А что же остальной дом? Ведь все-таки 10 этажей. Дом не скучал. Побывал в должности «Чедомоса» (не поняли? это означает 4-й Дом Московского совета – казенные квартиры для размещения руководящего состава 4-го уровня), держал под крышей множество журналов и газет. Хорошо, что вспомнили про крышу. Она у дома тоже была уникальная (не в том смысле, что охрану «крутые» ребята держали, а совсем в прямом, архитектурно-строительном). С самого начала Нирнзее предусмотрел там «зону досуга», даже площадку для катания на роликах (скейтинг-ринг) соорудил. На крыше размещались съемочные павильоны сначала дореволюционного товарищества «Киночайка», а потом Ассоциации революционной кинематографии (где оттачивал свое мастерство великий Эйзенштейн). А еще вплоть до 30-х годов работал на крыше кинотеатр: никто в щелочку без билета не посмотрит, 10-й этаж все-таки, да и еще учтите, что потолки в доме – не два шестьдесят пять. Получается, что этот дом – от подвала до крыши – весь в искусстве, как в шоколаде. Хорошо.
Никон
Все знают про боярыню Морозову. Василий Суриков написал сию родовитую особу (кстати, по современным меркам совсем не старую женщину: во время «действия» картины ей не сравнялось сорока) на убогих санях, но с торжествующе поднятыми вверх двумя перстами (сомкнутыми, не путать с жестом «виктори», который сделал популярным Черчилль). Известна и причина, по которой Феодосия Прокопьевна, в девичестве Соковнина, оказалась в столь незавидном положении: не хотела она примириться с церковными нововведениями и оставалась крепкой в старой вере. Действие картины происходит в 1671 году, и везут боярыню в город Боровск.
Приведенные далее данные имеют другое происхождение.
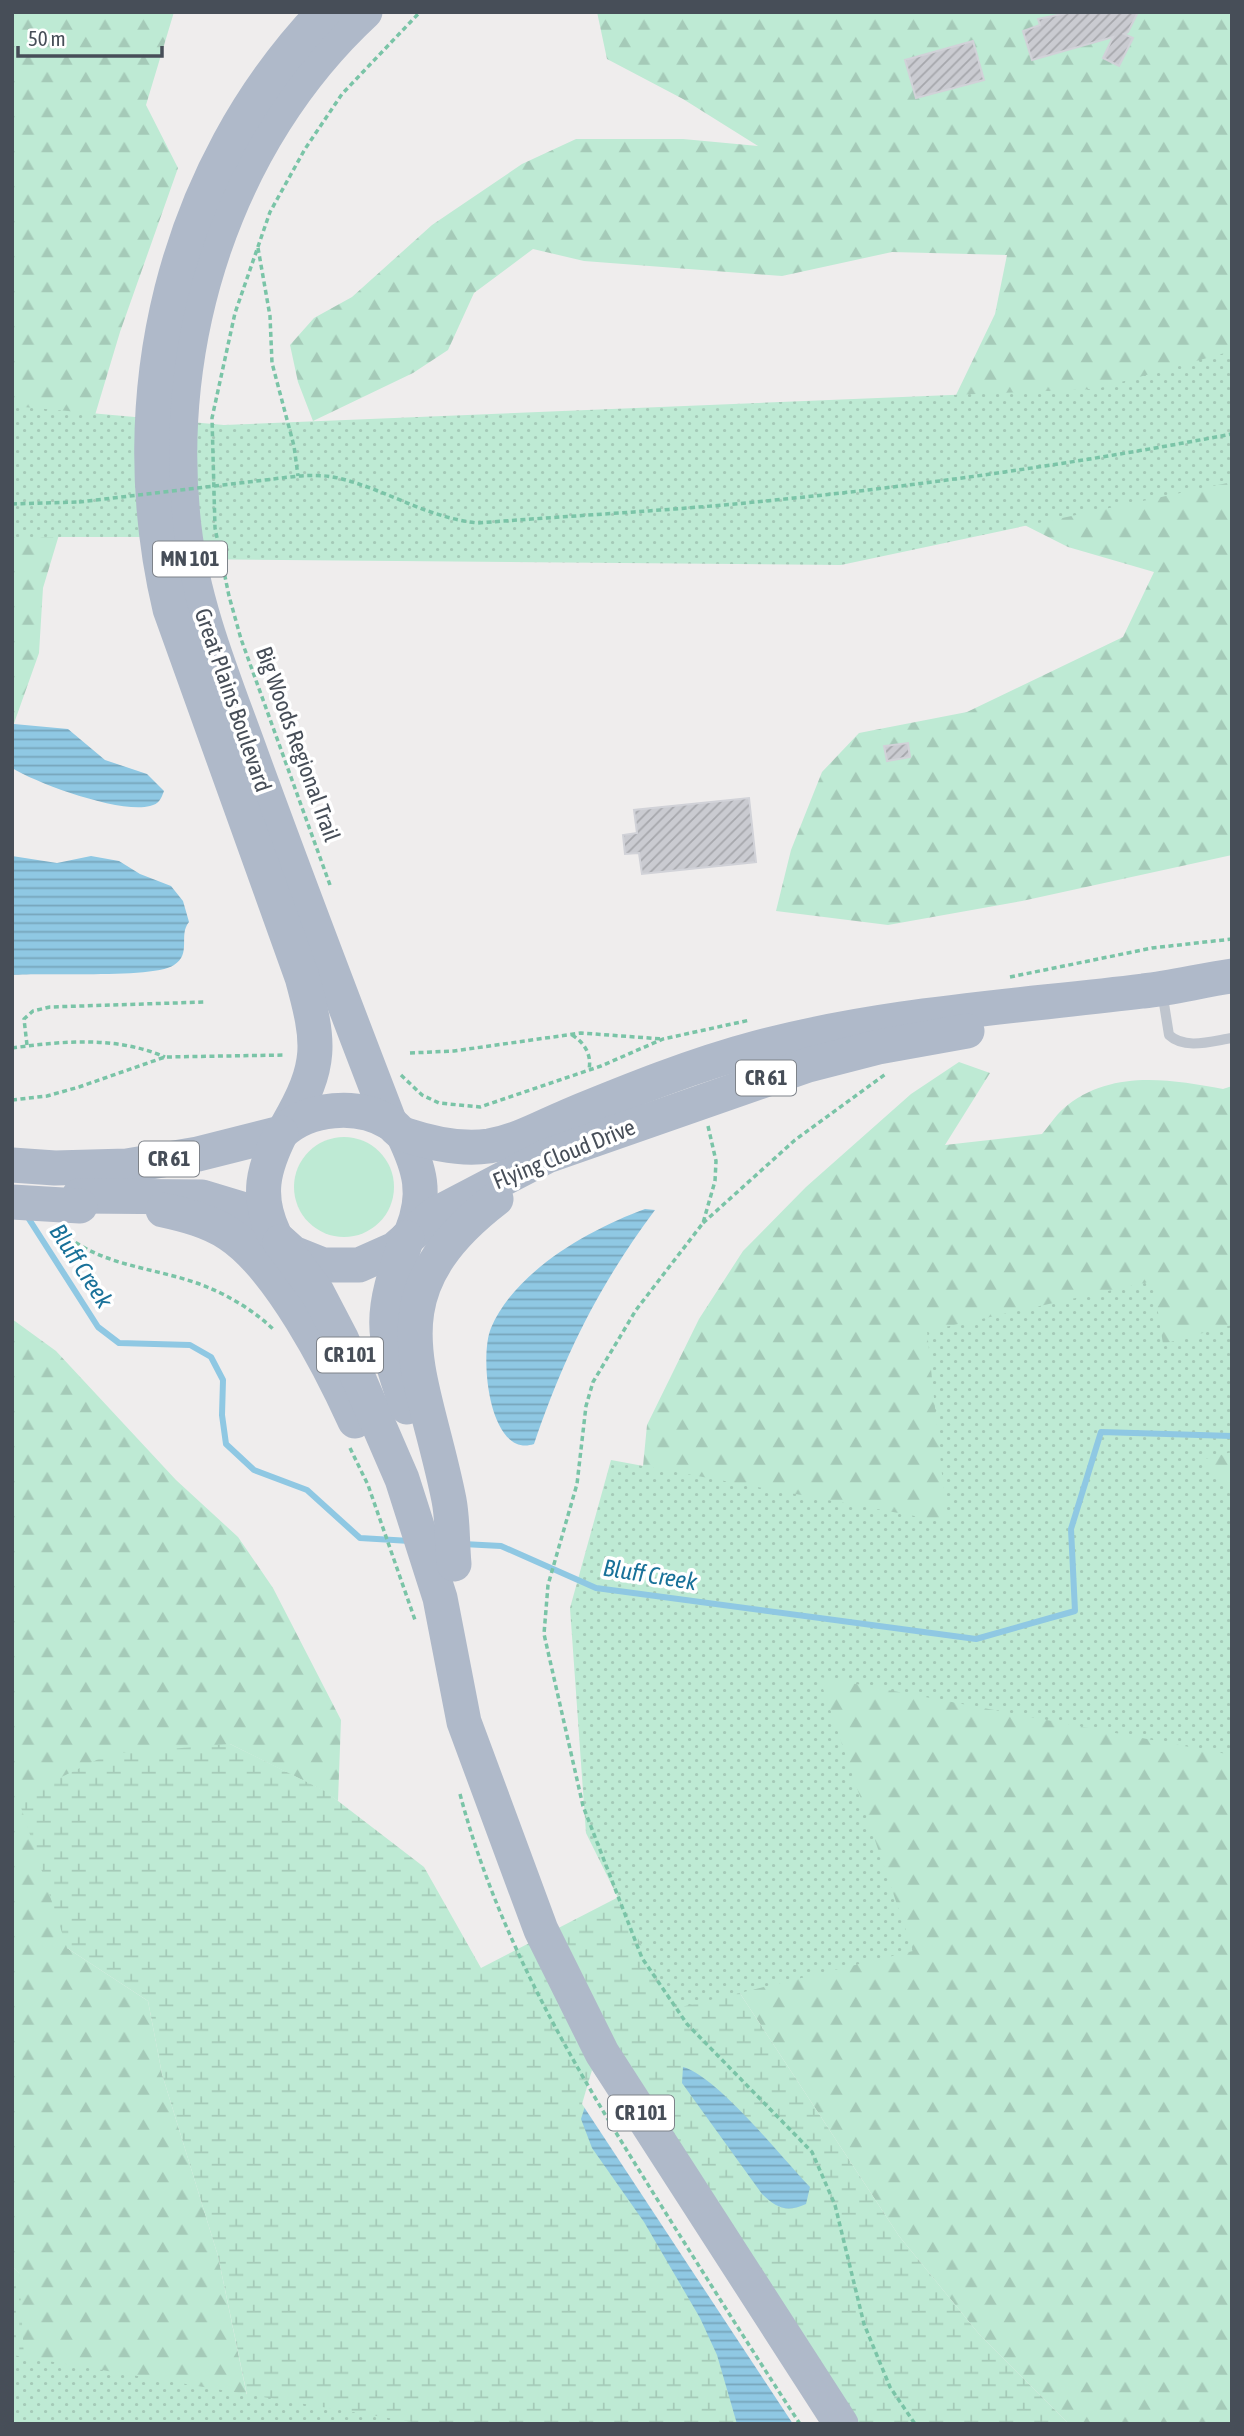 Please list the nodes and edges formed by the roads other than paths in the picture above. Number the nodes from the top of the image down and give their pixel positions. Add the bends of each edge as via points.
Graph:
1 (324, 12) edge
2 (365, 12) edge
3 (1232, 976) edge
4 (1153, 990) junction
5 (1232, 1038) edge
6 (663, 1115) junction
7 (397, 1129) junction
8 (284, 1130) junction
9 (12, 1165) edge
10 (12, 1196) edge
11 (12, 1202) edge
12 (71, 1208) junction
13 (410, 1235) junction
14 (277, 1238) junction
15 (404, 1478) junction
16 (487, 1779) junction
17 (841, 2424) edge

1 - 8 main road, Great Plains Boulevard / MN 101 via 255,97 199,207 173,280 151,408 152,503 170,609 302,977 316,1030 312,1070
2 - 7 main road, Great Plains Boulevard / MN 101 via 323,54 283,108 233,203 207,268 192,327 179,433 184,530 200,607 302,894
3 - 4 main road, Flying Cloud Drive / CR 61
4 - 5 lane via 1173,1040 1193,1044
4 - 6 main road, Flying Cloud Drive / CR 61 via 835,1058
4 - 7 main road, Flying Cloud Drive / CR 61 via 953,1010 817,1033 717,1060 526,1136 491,1145 449,1146
6 - 13 main road, Flying Cloud Drive / CR 61 via 547,1156 487,1185
6 - 15 main road via 523,1181 467,1221 435,1258 420,1291 414,1333 416,1359
7 - 8 main road, Flying Cloud Drive / CR 61 via 374,1116 338,1110 316,1114
7 - 13 main road, CR 101 via 422,1181 421,1204
8 - 9 main road, Flying Cloud Drive / CR 61 via 161,1161 55,1168
8 - 14 main road, CR 101 via 269,1157 262,1186 265,1215
10 - 12 main road, Flying Cloud Drive / CR 61
11 - 12 main road, bridge
12 - 14 main road, Flying Cloud Drive / CR 61 via 212,1199 245,1210
12 - 15 main road via 156,1209 217,1227 244,1245 263,1265 307,1331 351,1410
13 - 14 main road, Flying Cloud Drive / CR 61 via 370,1262 346,1267 293,1253
13 - 15 main road, CR 101 via 389,1290 386,1337
14 - 15 main road, CR 101 via 317,1292
15 - 16 main road, CR 101 via 464,1722
15 - 16 main road, CR 101 via 450,1503 454,1564 480,1699
16 - 17 main road, CR 101 via 541,1930 597,2042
А в это время инициатор смены церковных канонов Никон, лишенный сана патриарха, проводил свои дни в Ферапонтовом монастыре, в глуши вологодских лесов. Пребывал он там не по своей, а по царской воле. В общем, Никон – что тот мавр из пьесы Шиллера «Заговор Фиеско в Генуе»: сделал свое дело (инициировал решение Поместного собора 1654 года о «чистке» церковных книг) и ушел. Ушел попервоначалу по своей воле, удалился в основанный им Новоиерусалимский Воскресенский монастырь. Через пять с половиной лет попробовал было вернуться, но у царя Алексея Михайловича, видимо, былая любовь перегорела, и он повелел Никону (пока еще патриарху) отправиться назад на Истру. А в 1666 году Церковный собор (что интересно, подтвердив никоновские реформы) лишил его сана.
Вот как оно происходит в нашей стране, в нашем городе: в старое веришь ли, в новое, красному цвету поклоняешься или зеленому, а не сложится с царем – и отправишься ты в дальнюю сторонушку, хорошо как без конфискации.
Новогиреево
Если есть Новая Басманная улица, стало быть, должна быть Старая Басманная или просто Басманная. Есть. Там же неподалеку. Если есть Новый Арбат, понятно, что рядом расположен Старый, который называется просто Арбат. А если есть Новогиреево, значит где-то должно быть Старое Гиреево или просто Гиреево. Мы полезли в справочники, расстелили карты и… действительно обнаружили недалеко от метро «Новогиреево» свидетельство того, что здесь давным-давно, века три назад, стояло село под названием Гиреево. Свидетельство находится у пересечения Саперного проезда и 5-го проспекта в Новогирееве и называется церковь Спаса Нерукотворного в Гирееве. Рядом еще барский дом конца XVIII века, парк, пруды…
Парк и пруды называют Терлецкими – так исказила молва фамилию последних владельцев Гиреева Торлецких. Именно молодому Торлецкому в начале XX века пришла в голову замечательная идея поправить финансовые дела семьи строительством и продажей дач. Чтобы, как теперь выражаются, поднять их рыночную стоимость, предприимчивый владелец проложил прямые улицы и гордо назвал их проспектами. Он завел уличное освещение, провел на участки водопровод и даже, страшно вымолвить, телефон. Наладил и сообщение: договорился с правлением Московско-Нижегородской железной дороги об устройстве станции «Новогиреево», а от нее пустил в поселок конку. И даже выпустил рекламную брошюру «Описание единственного в России благоустроенного подмосковного поселка Новогиреево при собственной платформе». Нравится? Как хотите, а мы не отказались бы пожить «при собственной платформе».